Source material section start
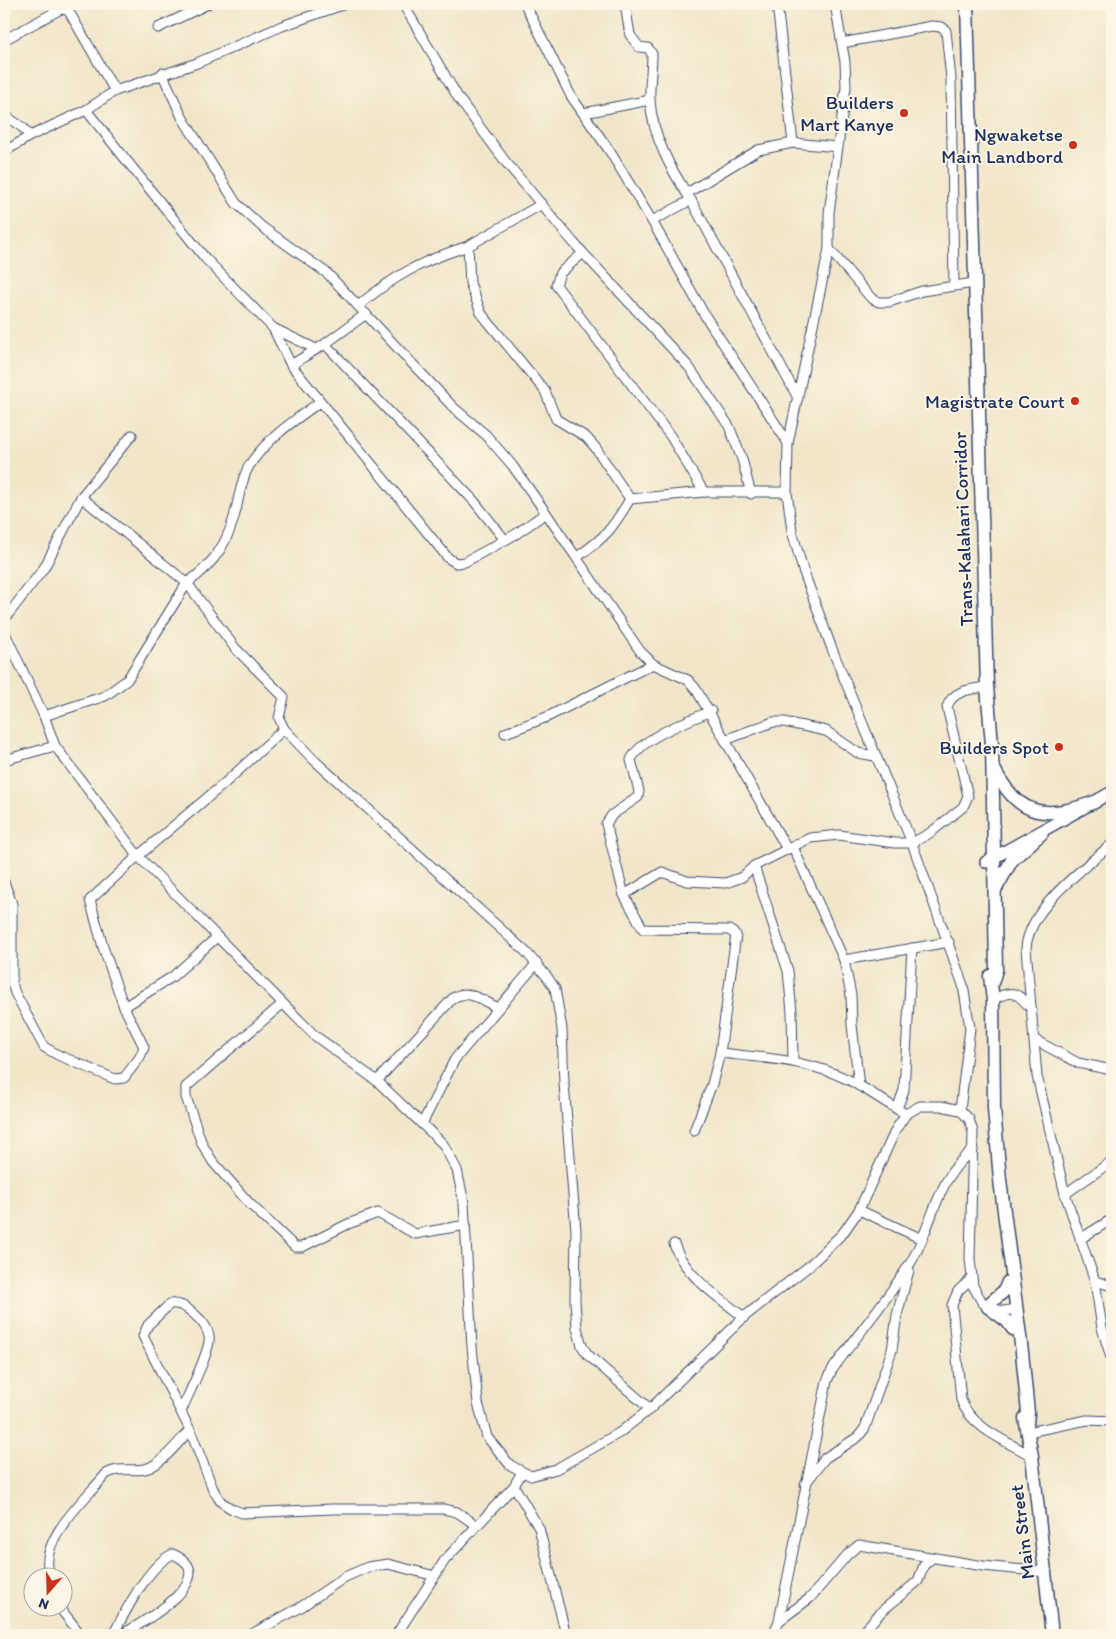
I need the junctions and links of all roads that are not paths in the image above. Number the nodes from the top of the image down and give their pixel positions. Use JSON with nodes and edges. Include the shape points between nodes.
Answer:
{"nodes":[{"id":1,"x":208,"y":4,"type":"edge"},
{"id":2,"x":345,"y":4,"type":"edge"},
{"id":3,"x":403,"y":4,"type":"edge"},
{"id":4,"x":525,"y":4,"type":"edge"},
{"id":5,"x":625,"y":4,"type":"edge"},
{"id":6,"x":777,"y":4,"type":"edge"},
{"id":7,"x":835,"y":4,"type":"edge"},
{"id":8,"x":967,"y":4,"type":"edge"},
{"id":9,"x":158,"y":28,"type":"dead end"},
{"id":10,"x":4,"y":40,"type":"edge"},
{"id":11,"x":842,"y":43,"type":"junction"},
{"id":12,"x":162,"y":73,"type":"junction"},
{"id":13,"x":116,"y":91,"type":"junction"},
{"id":14,"x":650,"y":100,"type":"junction"},
{"id":15,"x":86,"y":110,"type":"junction"},
{"id":16,"x":584,"y":113,"type":"junction"},
{"id":17,"x":4,"y":115,"type":"edge"},
{"id":18,"x":30,"y":136,"type":"junction"},
{"id":19,"x":793,"y":143,"type":"junction"},
{"id":20,"x":838,"y":147,"type":"junction"},
{"id":21,"x":4,"y":152,"type":"edge"},
{"id":22,"x":689,"y":197,"type":"junction"},
{"id":23,"x":542,"y":204,"type":"junction"},
{"id":24,"x":652,"y":221,"type":"junction"},
{"id":25,"x":468,"y":246,"type":"junction"},
{"id":26,"x":829,"y":249,"type":"junction"},
{"id":27,"x":583,"y":253,"type":"junction"},
{"id":28,"x":974,"y":283,"type":"junction"},
{"id":29,"x":954,"y":285,"type":"junction"},
{"id":30,"x":358,"y":306,"type":"junction"},
{"id":31,"x":366,"y":314,"type":"junction"},
{"id":32,"x":273,"y":328,"type":"junction"},
{"id":33,"x":325,"y":344,"type":"junction"},
{"id":34,"x":316,"y":348,"type":"junction"},
{"id":35,"x":291,"y":365,"type":"junction"},
{"id":36,"x":798,"y":398,"type":"junction"},
{"id":37,"x":320,"y":402,"type":"junction"},
{"id":38,"x":132,"y":434,"type":"dead end"},
{"id":39,"x":788,"y":443,"type":"junction"},
{"id":40,"x":704,"y":492,"type":"junction"},
{"id":41,"x":787,"y":492,"type":"junction"},
{"id":42,"x":751,"y":494,"type":"junction"},
{"id":43,"x":81,"y":498,"type":"junction"},
{"id":44,"x":630,"y":499,"type":"junction"},
{"id":45,"x":546,"y":513,"type":"junction"},
{"id":46,"x":505,"y":540,"type":"junction"},
{"id":47,"x":577,"y":557,"type":"junction"},
{"id":48,"x":187,"y":583,"type":"junction"},
{"id":49,"x":4,"y":620,"type":"edge"},
{"id":50,"x":4,"y":631,"type":"edge"},
{"id":51,"x":653,"y":664,"type":"junction"},
{"id":52,"x":986,"y":687,"type":"junction"},
{"id":53,"x":711,"y":711,"type":"junction"},
{"id":54,"x":44,"y":716,"type":"junction"},
{"id":55,"x":989,"y":724,"type":"junction"},
{"id":56,"x":284,"y":728,"type":"junction"},
{"id":57,"x":506,"y":733,"type":"dead end"},
{"id":58,"x":725,"y":740,"type":"junction"},
{"id":59,"x":55,"y":746,"type":"junction"},
{"id":60,"x":875,"y":756,"type":"junction"},
{"id":61,"x":4,"y":760,"type":"edge"},
{"id":62,"x":992,"y":767,"type":"junction"},
{"id":63,"x":1112,"y":792,"type":"edge"},
{"id":64,"x":1095,"y":802,"type":"junction"},
{"id":65,"x":1042,"y":833,"type":"junction"},
{"id":66,"x":912,"y":842,"type":"junction"},
{"id":67,"x":1112,"y":844,"type":"edge"},
{"id":68,"x":790,"y":848,"type":"junction"},
{"id":69,"x":138,"y":856,"type":"junction"},
{"id":70,"x":990,"y":860,"type":"junction"},
{"id":71,"x":754,"y":866,"type":"junction"},
{"id":72,"x":4,"y":882,"type":"edge"},
{"id":73,"x":994,"y":893,"type":"junction"},
{"id":74,"x":624,"y":895,"type":"junction"},
{"id":75,"x":216,"y":938,"type":"junction"},
{"id":76,"x":949,"y":942,"type":"junction"},
{"id":77,"x":912,"y":948,"type":"junction"},
{"id":78,"x":844,"y":960,"type":"junction"},
{"id":79,"x":537,"y":963,"type":"junction"},
{"id":80,"x":992,"y":983,"type":"junction"},
{"id":81,"x":993,"y":1000,"type":"junction"},
{"id":82,"x":282,"y":1004,"type":"junction"},
{"id":83,"x":124,"y":1007,"type":"junction"},
{"id":84,"x":498,"y":1008,"type":"junction"},
{"id":85,"x":1032,"y":1010,"type":"junction"},
{"id":86,"x":1034,"y":1040,"type":"junction"},
{"id":87,"x":720,"y":1053,"type":"junction"},
{"id":88,"x":793,"y":1061,"type":"junction"},
{"id":89,"x":1111,"y":1067,"type":"edge"},
{"id":90,"x":377,"y":1081,"type":"junction"},
{"id":91,"x":859,"y":1086,"type":"junction"},
{"id":92,"x":897,"y":1109,"type":"junction"},
{"id":93,"x":960,"y":1110,"type":"junction"},
{"id":94,"x":906,"y":1114,"type":"junction"},
{"id":95,"x":422,"y":1124,"type":"junction"},
{"id":96,"x":694,"y":1131,"type":"dead end"},
{"id":97,"x":973,"y":1150,"type":"junction"},
{"id":98,"x":1112,"y":1161,"type":"edge"},
{"id":99,"x":1000,"y":1180,"type":"junction"},
{"id":100,"x":1065,"y":1194,"type":"junction"},
{"id":101,"x":859,"y":1210,"type":"junction"},
{"id":102,"x":1112,"y":1220,"type":"edge"},
{"id":103,"x":466,"y":1225,"type":"junction"},
{"id":104,"x":1080,"y":1239,"type":"junction"},
{"id":105,"x":922,"y":1240,"type":"junction"},
{"id":106,"x":674,"y":1244,"type":"dead end"},
{"id":107,"x":912,"y":1261,"type":"junction"},
{"id":108,"x":972,"y":1278,"type":"junction"},
{"id":109,"x":1008,"y":1282,"type":"junction"},
{"id":110,"x":1095,"y":1282,"type":"junction"},
{"id":111,"x":1112,"y":1286,"type":"edge"},
{"id":112,"x":987,"y":1304,"type":"junction"},
{"id":113,"x":1014,"y":1307,"type":"junction"},
{"id":114,"x":744,"y":1318,"type":"junction"},
{"id":115,"x":1012,"y":1329,"type":"junction"},
{"id":116,"x":1112,"y":1361,"type":"edge"},
{"id":117,"x":650,"y":1410,"type":"junction"},
{"id":118,"x":181,"y":1412,"type":"junction"},
{"id":119,"x":1112,"y":1421,"type":"edge"},
{"id":120,"x":1027,"y":1428,"type":"junction"},
{"id":121,"x":190,"y":1430,"type":"junction"},
{"id":122,"x":1032,"y":1456,"type":"junction"},
{"id":123,"x":522,"y":1472,"type":"junction"},
{"id":124,"x":804,"y":1485,"type":"junction"},
{"id":125,"x":514,"y":1486,"type":"junction"},
{"id":126,"x":476,"y":1525,"type":"junction"},
{"id":127,"x":932,"y":1558,"type":"junction"},
{"id":128,"x":48,"y":1566,"type":"edge"},
{"id":129,"x":1046,"y":1572,"type":"junction"},
{"id":130,"x":434,"y":1576,"type":"junction"},
{"id":131,"x":66,"y":1616,"type":"edge"},
{"id":132,"x":778,"y":1621,"type":"junction"},
{"id":133,"x":81,"y":1635,"type":"edge"},
{"id":134,"x":113,"y":1635,"type":"edge"},
{"id":135,"x":121,"y":1635,"type":"edge"},
{"id":136,"x":250,"y":1635,"type":"edge"},
{"id":137,"x":396,"y":1635,"type":"edge"},
{"id":138,"x":566,"y":1635,"type":"edge"},
{"id":139,"x":773,"y":1635,"type":"edge"},
{"id":140,"x":860,"y":1635,"type":"edge"},
{"id":141,"x":1052,"y":1635,"type":"edge"}],
"edges":[{"from":1,"to":9,"type":"street"},
{"from":2,"to":12,"type":"street","via":[[282,26],[196,63]]},
{"from":3,"to":23,"type":"street","via":[[459,99]]},
{"from":4,"to":16,"type":"street","via":[[556,71]]},
{"from":5,"to":14,"type":"street","via":[[630,35],[639,47],[648,48],[652,54]]},
{"from":6,"to":19,"type":"street"},
{"from":7,"to":11,"type":"street"},
{"from":8,"to":28,"type":"highway","name":"Trans-Kalahari Corridor"},
{"from":10,"to":13,"type":"street","via":[[61,9],[68,10]]},
{"from":11,"to":20,"type":"street","via":[[846,87]]},
{"from":11,"to":29,"type":"street","via":[[932,26],[946,31]]},
{"from":12,"to":13,"type":"street"},
{"from":12,"to":30,"type":"street","via":[[182,117],[236,203],[262,227],[328,274]]},
{"from":13,"to":15,"type":"street"},
{"from":14,"to":16,"type":"street"},
{"from":14,"to":22,"type":"street","via":[[659,141],[677,180]]},
{"from":15,"to":18,"type":"street"},
{"from":15,"to":32,"type":"street","via":[[205,258]]},
{"from":16,"to":24,"type":"street"},
{"from":17,"to":18,"type":"street"},
{"from":18,"to":21,"type":"street"},
{"from":19,"to":20,"type":"street"},
{"from":19,"to":22,"type":"street","via":[[758,150]]},
{"from":20,"to":26,"type":"street","via":[[829,213]]},
{"from":22,"to":24,"type":"street"},
{"from":22,"to":36,"type":"street"},
{"from":23,"to":25,"type":"street"},
{"from":23,"to":27,"type":"street"},
{"from":24,"to":39,"type":"street","via":[[704,314]]},
{"from":25,"to":30,"type":"street","via":[[424,261],[399,274]]},
{"from":25,"to":44,"type":"street","via":[[470,283],[481,313],[545,391],[556,419],[586,437]]},
{"from":26,"to":29,"type":"street","via":[[871,298],[879,302]]},
{"from":26,"to":36,"type":"street"},
{"from":27,"to":40,"type":"street","via":[[560,273],[556,284],[671,438]]},
{"from":27,"to":42,"type":"street","via":[[689,367],[729,426]]},
{"from":28,"to":29,"type":"street"},
{"from":28,"to":52,"type":"highway","name":"Trans-Kalahari Corridor"},
{"from":30,"to":31,"type":"street"},
{"from":31,"to":33,"type":"street"},
{"from":31,"to":45,"type":"street","via":[[447,401],[486,434]]},
{"from":32,"to":34,"type":"street"},
{"from":32,"to":35,"type":"street"},
{"from":33,"to":34,"type":"street"},
{"from":33,"to":46,"type":"street","via":[[474,501]]},
{"from":34,"to":35,"type":"street"},
{"from":35,"to":37,"type":"street"},
{"from":36,"to":39,"type":"street"},
{"from":37,"to":46,"type":"street","via":[[452,561],[465,562]]},
{"from":37,"to":48,"type":"street","via":[[278,434],[250,464],[221,550],[201,574]]},
{"from":38,"to":43,"type":"street"},
{"from":39,"to":41,"type":"street"},
{"from":40,"to":42,"type":"street"},
{"from":40,"to":44,"type":"street"},
{"from":41,"to":42,"type":"street"},
{"from":41,"to":60,"type":"street","via":[[792,531],[803,570]]},
{"from":43,"to":48,"type":"street"},
{"from":43,"to":49,"type":"street","via":[[44,568]]},
{"from":44,"to":47,"type":"street","via":[[612,529]]},
{"from":45,"to":46,"type":"street"},
{"from":45,"to":47,"type":"street"},
{"from":47,"to":51,"type":"street","via":[[623,628]]},
{"from":48,"to":54,"type":"street","via":[[127,680],[105,696]]},
{"from":48,"to":56,"type":"street","via":[[234,648],[284,697],[279,718]]},
{"from":50,"to":54,"type":"street"},
{"from":51,"to":53,"type":"street","via":[[688,680]]},
{"from":51,"to":57,"type":"street","via":[[547,717]]},
{"from":52,"to":55,"type":"highway","name":"Trans-Kalahari Corridor"},
{"from":52,"to":66,"type":"street","via":[[954,696],[947,707],[967,802],[930,833]]},
{"from":53,"to":58,"type":"street"},
{"from":53,"to":74,"type":"street","via":[[676,726],[640,748],[633,756],[638,797],[612,814],[606,824]]},
{"from":54,"to":59,"type":"street"},
{"from":55,"to":62,"type":"highway","name":"Trans-Kalahari Corridor"},
{"from":55,"to":70,"type":"highway","name":"Trans-Kalahari Corridor","via":[[986,743]]},
{"from":56,"to":69,"type":"street","via":[[193,812]]},
{"from":56,"to":79,"type":"street","via":[[309,756]]},
{"from":58,"to":60,"type":"street","via":[[773,722],[784,722],[826,731],[858,753]]},
{"from":58,"to":68,"type":"street"},
{"from":59,"to":61,"type":"street"},
{"from":59,"to":69,"type":"street"},
{"from":60,"to":66,"type":"street"},
{"from":62,"to":64,"type":"highway","via":[[1014,799],[1031,809],[1062,813]]},
{"from":62,"to":70,"type":"highway","name":"Trans-Kalahari Corridor"},
{"from":63,"to":64,"type":"main road"},
{"from":64,"to":65,"type":"main road"},
{"from":65,"to":70,"type":"main road"},
{"from":65,"to":73,"type":"highway","via":[[1012,860]]},
{"from":66,"to":68,"type":"street","via":[[895,843],[839,835],[810,838]]},
{"from":66,"to":76,"type":"street"},
{"from":67,"to":85,"type":"street","via":[[1049,903],[1027,936]]},
{"from":68,"to":71,"type":"street"},
{"from":68,"to":78,"type":"street"},
{"from":69,"to":75,"type":"street"},
{"from":69,"to":83,"type":"street","via":[[90,902]]},
{"from":70,"to":73,"type":"highway","name":"Trans-Kalahari Corridor"},
{"from":70,"to":80,"type":"highway","name":"Trans-Kalahari Corridor","via":[[989,970]]},
{"from":71,"to":74,"type":"street","via":[[742,878],[726,883],[687,881],[662,872]]},
{"from":71,"to":88,"type":"street","via":[[788,971]]},
{"from":72,"to":83,"type":"street","via":[[12,904],[12,983],[44,1047],[115,1079],[124,1078],[144,1047]]},
{"from":73,"to":80,"type":"highway","name":"Trans-Kalahari Corridor","via":[[996,970]]},
{"from":74,"to":87,"type":"street","via":[[643,929],[729,930],[736,935]]},
{"from":75,"to":82,"type":"street"},
{"from":75,"to":83,"type":"street","via":[[172,977]]},
{"from":76,"to":77,"type":"street"},
{"from":76,"to":93,"type":"street","via":[[963,985],[970,1028]]},
{"from":77,"to":78,"type":"street"},
{"from":77,"to":92,"type":"street","via":[[904,1090]]},
{"from":78,"to":91,"type":"street","via":[[851,995]]},
{"from":79,"to":84,"type":"street"},
{"from":79,"to":117,"type":"street","via":[[554,989],[562,1029],[576,1231],[577,1328],[588,1356]]},
{"from":80,"to":81,"type":"highway","name":"Trans-Kalahari Corridor"},
{"from":81,"to":85,"type":"street","via":[[1012,993]]},
{"from":81,"to":99,"type":"highway","name":"Trans-Kalahari Corridor","via":[[994,1108]]},
{"from":82,"to":90,"type":"street","via":[[314,1035]]},
{"from":82,"to":103,"type":"street","via":[[186,1087],[186,1097],[202,1144],[213,1162],[249,1203],[299,1248],[378,1213],[415,1234]]},
{"from":84,"to":90,"type":"street","via":[[468,993],[460,993]]},
{"from":84,"to":95,"type":"street","via":[[456,1059]]},
{"from":85,"to":86,"type":"street"},
{"from":86,"to":89,"type":"street","via":[[1078,1063]]},
{"from":86,"to":100,"type":"street","via":[[1037,1076]]},
{"from":87,"to":88,"type":"street"},
{"from":87,"to":96,"type":"street"},
{"from":88,"to":91,"type":"street","via":[[829,1071]]},
{"from":90,"to":95,"type":"street"},
{"from":91,"to":92,"type":"street"},
{"from":92,"to":94,"type":"street"},
{"from":93,"to":94,"type":"street","via":[[920,1106]]},
{"from":93,"to":97,"type":"street","via":[[969,1119]]},
{"from":94,"to":101,"type":"street"},
{"from":95,"to":103,"type":"street","via":[[442,1144],[457,1170]]},
{"from":97,"to":105,"type":"street","via":[[959,1160],[948,1176]]},
{"from":97,"to":108,"type":"street"},
{"from":98,"to":100,"type":"street"},
{"from":99,"to":109,"type":"highway","name":"Trans-Kalahari Corridor"},
{"from":99,"to":113,"type":"highway","name":"Trans-Kalahari Corridor"},
{"from":100,"to":104,"type":"street"},
{"from":101,"to":105,"type":"street"},
{"from":101,"to":114,"type":"street","via":[[843,1233],[809,1266]]},
{"from":102,"to":104,"type":"street"},
{"from":103,"to":123,"type":"street","via":[[478,1403],[487,1437],[510,1465]]},
{"from":104,"to":110,"type":"street"},
{"from":105,"to":107,"type":"street"},
{"from":106,"to":114,"type":"street","via":[[682,1260],[698,1278]]},
{"from":107,"to":124,"type":"street","via":[[832,1370],[823,1391]]},
{"from":107,"to":124,"type":"street","via":[[901,1297],[892,1350],[865,1428],[858,1437],[825,1458]]},
{"from":108,"to":112,"type":"street","via":[[973,1286]]},
{"from":108,"to":122,"type":"street","via":[[958,1291],[952,1305],[961,1400],[973,1420]]},
{"from":109,"to":112,"type":"highway","via":[[1004,1291]]},
{"from":109,"to":113,"type":"highway","name":"Trans-Kalahari Corridor"},
{"from":110,"to":111,"type":"street"},
{"from":110,"to":116,"type":"street","via":[[1102,1328]]},
{"from":112,"to":113,"type":"street"},
{"from":112,"to":115,"type":"highway"},
{"from":113,"to":115,"type":"highway","name":"Main Street"},
{"from":113,"to":120,"type":"highway","name":"Main Street","via":[[1028,1413]]},
{"from":114,"to":117,"type":"street"},
{"from":115,"to":120,"type":"highway","name":"Main Street"},
{"from":117,"to":123,"type":"street","via":[[619,1433],[556,1469],[531,1476]]},
{"from":118,"to":118,"type":"street","via":[[209,1349],[210,1337],[198,1318],[178,1303],[170,1304],[148,1325],[143,1336]]},
{"from":118,"to":121,"type":"street"},
{"from":119,"to":120,"type":"street","via":[[1087,1420]]},
{"from":120,"to":122,"type":"highway","name":"Main Street"},
{"from":121,"to":126,"type":"street","via":[[213,1489],[221,1502],[232,1509],[242,1512],[332,1508],[443,1509],[457,1512]]},
{"from":121,"to":128,"type":"street","via":[[164,1457],[146,1469],[113,1470],[106,1474],[61,1527],[49,1552]]},
{"from":122,"to":129,"type":"highway","name":"Main Street"},
{"from":123,"to":125,"type":"street"},
{"from":124,"to":132,"type":"street"},
{"from":125,"to":126,"type":"street"},
{"from":125,"to":138,"type":"street","via":[[538,1528]]},
{"from":126,"to":130,"type":"street"},
{"from":127,"to":129,"type":"street"},
{"from":127,"to":132,"type":"street","via":[[860,1545],[848,1554],[810,1598]]},
{"from":127,"to":140,"type":"street","via":[[924,1565],[918,1581],[882,1611]]},
{"from":129,"to":141,"type":"highway","name":"Main Street"},
{"from":130,"to":136,"type":"street","via":[[388,1564],[368,1567],[345,1577],[301,1607]]},
{"from":130,"to":137,"type":"street"},
{"from":131,"to":133,"type":"street"},
{"from":132,"to":139,"type":"street"},
{"from":134,"to":135,"type":"street","via":[[128,1606],[162,1561],[173,1554],[186,1562],[191,1576],[182,1591],[162,1610]]}]}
Source material section end
Search the data above for "edges" and copy every line where it turns up.

# Solution to this problem
I need the junctions and links of all roads that are not paths in the image above. Number the nodes from the top of the image down and give their pixel positions. Use JSON with nodes and edges. Include the shape points between nodes.
"edges":[{"from":1,"to":9,"type":"street"},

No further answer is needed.